He found the phone number of Zsuzsanna W., and she asked to meet in a coffee shop on Dob utca, in the old ghetto district. Inside Freuhlich’s, a small coffee and pastry shop of two rooms, he found a seat at a formica table and waited. Presently, he was joined by a broad-shouldered woman in her fifties with long dark hair, fine smooth skin, a prominent nose. She was handsome in a fatigued way. Dressed simply in a beige cardigan sweater and brown slacks, she introduced herself, put out her hand, and advised him, in accented English, to have the vegetable salad: “They do that well here.” He accepted; she ordered at the counter and returned to their small round table in the second room.
He really didn’t know what to say, so he began by explaining the nature of his responsibility as Angie’s thesis director, and that he wanted to confirm some of the facts in her thesis. “But also, I want to learn more about the subject for myself,” he explained. She responded, in fairly good English, that she had heard much about him from that “appealing young student,” but still it was “surprising” that he should journey all the way here to see her, Zsuzsanna. “So far for so little,” she offered, and he was surprised by the deft phrase. Uncertain how to proceed, he asked if she lived in the neighborhood, and she said yes. The food was brought, two cold salads, a beer for him, a coffee for her.
“What is it actually you’ve come over for, Professor Gellerman?”
“Well, to be frank, to meet you, to see …”
“If I exist?” she smiled. “Yes?”
“Well, yes. That.”
She held out her hands and turned them. “What do you think?”
He paused. “They look real, and maybe you play the piano.” He smiled. “So, yes, I think you do exist.”
“Good. We are in agreement about this.”
He took a bite, following her, and it was surprisingly tasty.

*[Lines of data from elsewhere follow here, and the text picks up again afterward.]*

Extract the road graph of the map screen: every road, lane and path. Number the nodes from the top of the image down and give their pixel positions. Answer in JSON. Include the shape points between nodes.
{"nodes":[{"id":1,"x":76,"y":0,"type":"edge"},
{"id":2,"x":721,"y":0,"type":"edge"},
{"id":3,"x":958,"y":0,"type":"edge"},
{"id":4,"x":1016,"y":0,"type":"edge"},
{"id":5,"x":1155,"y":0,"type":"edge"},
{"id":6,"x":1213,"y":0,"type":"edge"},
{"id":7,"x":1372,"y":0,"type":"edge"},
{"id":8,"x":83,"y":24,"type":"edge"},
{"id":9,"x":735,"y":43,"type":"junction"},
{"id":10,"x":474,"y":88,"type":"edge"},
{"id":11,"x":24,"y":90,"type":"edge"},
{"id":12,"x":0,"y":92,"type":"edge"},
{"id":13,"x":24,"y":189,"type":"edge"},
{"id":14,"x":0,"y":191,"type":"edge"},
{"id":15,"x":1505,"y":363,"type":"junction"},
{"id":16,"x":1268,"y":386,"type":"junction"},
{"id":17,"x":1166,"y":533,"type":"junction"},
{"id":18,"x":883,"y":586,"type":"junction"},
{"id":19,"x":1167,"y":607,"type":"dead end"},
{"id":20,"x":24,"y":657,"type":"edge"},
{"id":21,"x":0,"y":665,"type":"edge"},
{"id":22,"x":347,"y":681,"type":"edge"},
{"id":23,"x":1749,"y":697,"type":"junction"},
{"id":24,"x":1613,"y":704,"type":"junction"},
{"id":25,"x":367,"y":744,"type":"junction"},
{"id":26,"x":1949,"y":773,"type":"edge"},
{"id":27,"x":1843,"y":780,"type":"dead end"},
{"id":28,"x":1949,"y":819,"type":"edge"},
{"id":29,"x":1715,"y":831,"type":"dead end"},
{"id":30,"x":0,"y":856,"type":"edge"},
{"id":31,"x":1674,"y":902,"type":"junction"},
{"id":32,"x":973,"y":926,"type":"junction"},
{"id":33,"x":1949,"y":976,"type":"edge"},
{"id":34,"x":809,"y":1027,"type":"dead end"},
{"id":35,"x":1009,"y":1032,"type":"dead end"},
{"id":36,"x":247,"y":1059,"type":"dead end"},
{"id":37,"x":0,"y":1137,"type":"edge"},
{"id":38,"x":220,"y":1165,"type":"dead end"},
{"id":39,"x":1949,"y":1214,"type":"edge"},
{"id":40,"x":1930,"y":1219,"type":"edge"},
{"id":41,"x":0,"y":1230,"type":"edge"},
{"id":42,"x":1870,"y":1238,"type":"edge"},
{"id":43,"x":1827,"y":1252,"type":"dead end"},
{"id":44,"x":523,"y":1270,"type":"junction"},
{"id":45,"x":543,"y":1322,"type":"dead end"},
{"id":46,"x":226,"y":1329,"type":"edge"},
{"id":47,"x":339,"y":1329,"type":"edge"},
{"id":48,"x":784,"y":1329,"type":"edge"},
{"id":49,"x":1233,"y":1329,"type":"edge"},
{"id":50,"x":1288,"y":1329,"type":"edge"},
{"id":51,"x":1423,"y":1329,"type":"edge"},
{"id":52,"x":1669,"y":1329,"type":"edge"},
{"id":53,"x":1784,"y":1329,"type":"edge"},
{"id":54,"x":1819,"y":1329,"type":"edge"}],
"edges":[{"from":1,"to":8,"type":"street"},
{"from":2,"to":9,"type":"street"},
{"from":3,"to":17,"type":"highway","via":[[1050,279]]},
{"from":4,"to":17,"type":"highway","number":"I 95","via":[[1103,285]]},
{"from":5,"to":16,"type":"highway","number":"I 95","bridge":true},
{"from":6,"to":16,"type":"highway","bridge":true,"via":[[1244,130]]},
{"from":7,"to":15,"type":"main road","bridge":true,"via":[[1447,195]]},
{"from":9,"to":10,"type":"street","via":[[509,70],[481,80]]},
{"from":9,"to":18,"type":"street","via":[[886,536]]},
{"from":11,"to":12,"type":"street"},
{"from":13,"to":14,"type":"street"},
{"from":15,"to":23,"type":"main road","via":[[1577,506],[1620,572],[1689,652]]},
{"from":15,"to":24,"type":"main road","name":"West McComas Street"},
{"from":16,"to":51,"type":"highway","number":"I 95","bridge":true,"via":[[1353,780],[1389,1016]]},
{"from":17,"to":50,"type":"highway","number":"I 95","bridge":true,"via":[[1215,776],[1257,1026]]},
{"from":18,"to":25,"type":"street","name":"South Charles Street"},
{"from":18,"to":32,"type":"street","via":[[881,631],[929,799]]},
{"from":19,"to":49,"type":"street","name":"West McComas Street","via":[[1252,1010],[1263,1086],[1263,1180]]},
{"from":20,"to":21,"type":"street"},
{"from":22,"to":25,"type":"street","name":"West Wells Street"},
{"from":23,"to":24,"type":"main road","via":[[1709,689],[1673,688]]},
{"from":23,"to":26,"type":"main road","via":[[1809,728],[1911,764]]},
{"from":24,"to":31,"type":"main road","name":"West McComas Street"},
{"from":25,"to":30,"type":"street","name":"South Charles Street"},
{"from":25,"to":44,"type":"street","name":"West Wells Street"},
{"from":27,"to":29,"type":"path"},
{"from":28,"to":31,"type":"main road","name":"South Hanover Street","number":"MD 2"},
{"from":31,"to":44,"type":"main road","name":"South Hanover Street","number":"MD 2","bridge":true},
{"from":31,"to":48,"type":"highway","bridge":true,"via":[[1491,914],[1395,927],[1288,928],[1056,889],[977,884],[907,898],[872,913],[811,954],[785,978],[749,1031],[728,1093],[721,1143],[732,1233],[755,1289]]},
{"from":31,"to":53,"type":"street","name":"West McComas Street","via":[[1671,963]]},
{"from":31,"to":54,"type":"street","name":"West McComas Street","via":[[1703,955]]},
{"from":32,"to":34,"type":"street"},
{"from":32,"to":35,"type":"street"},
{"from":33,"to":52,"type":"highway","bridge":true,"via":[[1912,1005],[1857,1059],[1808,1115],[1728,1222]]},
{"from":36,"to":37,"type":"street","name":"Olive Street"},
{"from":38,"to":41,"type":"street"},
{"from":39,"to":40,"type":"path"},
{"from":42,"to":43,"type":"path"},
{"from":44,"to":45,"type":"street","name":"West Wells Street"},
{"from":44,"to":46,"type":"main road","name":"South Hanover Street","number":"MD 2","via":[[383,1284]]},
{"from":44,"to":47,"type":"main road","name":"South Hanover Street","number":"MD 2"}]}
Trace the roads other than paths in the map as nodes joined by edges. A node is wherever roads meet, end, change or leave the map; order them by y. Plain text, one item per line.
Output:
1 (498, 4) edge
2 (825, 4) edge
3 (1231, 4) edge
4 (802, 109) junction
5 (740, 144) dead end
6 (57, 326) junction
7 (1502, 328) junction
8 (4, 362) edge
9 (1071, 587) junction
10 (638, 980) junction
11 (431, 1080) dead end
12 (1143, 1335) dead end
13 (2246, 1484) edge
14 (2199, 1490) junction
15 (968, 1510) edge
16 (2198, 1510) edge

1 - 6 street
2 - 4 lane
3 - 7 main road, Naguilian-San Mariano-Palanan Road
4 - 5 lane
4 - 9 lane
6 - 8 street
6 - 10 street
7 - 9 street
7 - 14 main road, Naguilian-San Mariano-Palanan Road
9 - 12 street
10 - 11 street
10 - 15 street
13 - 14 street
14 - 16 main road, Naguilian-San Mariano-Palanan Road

“And also, for what else you have made the journey?”
“Well, to see if … if you are who my student claims you are.”
“Or, who I claim I am?” Her look was an unblinking stare. “You mean, am I related to Mr. Wallenberg?”
“Yes, to put it simply.”
She took another bite, using both utensils, and offered, “I believe I am. I have always been told so, and thought so. My mother was his lover and wife, though discreet, secret.” Again, no smile, just a look of interest in the gray-green eyes, and in the firm chin jutted forward slightly, a touch of defiance. “I remember my father well, or vivid, I think you say, the little I saw him.”
The cold salad was filled with small potatoes, carrots, broccoli, and had a lively sauce. “Where did you learn your good English, if I may ask?”
“Oh, it is not so good really, not anymore.” The face softened now. “I learned it in the schools, of course, but then I went to Michigan for nearly a year, remembering my father’s love of the place as a youth.” She wiped her mouth and nodded. “I agree with his estimate very much.”
Her words brought me up short; she had studied the biography well! And learned her part in the script perfectly.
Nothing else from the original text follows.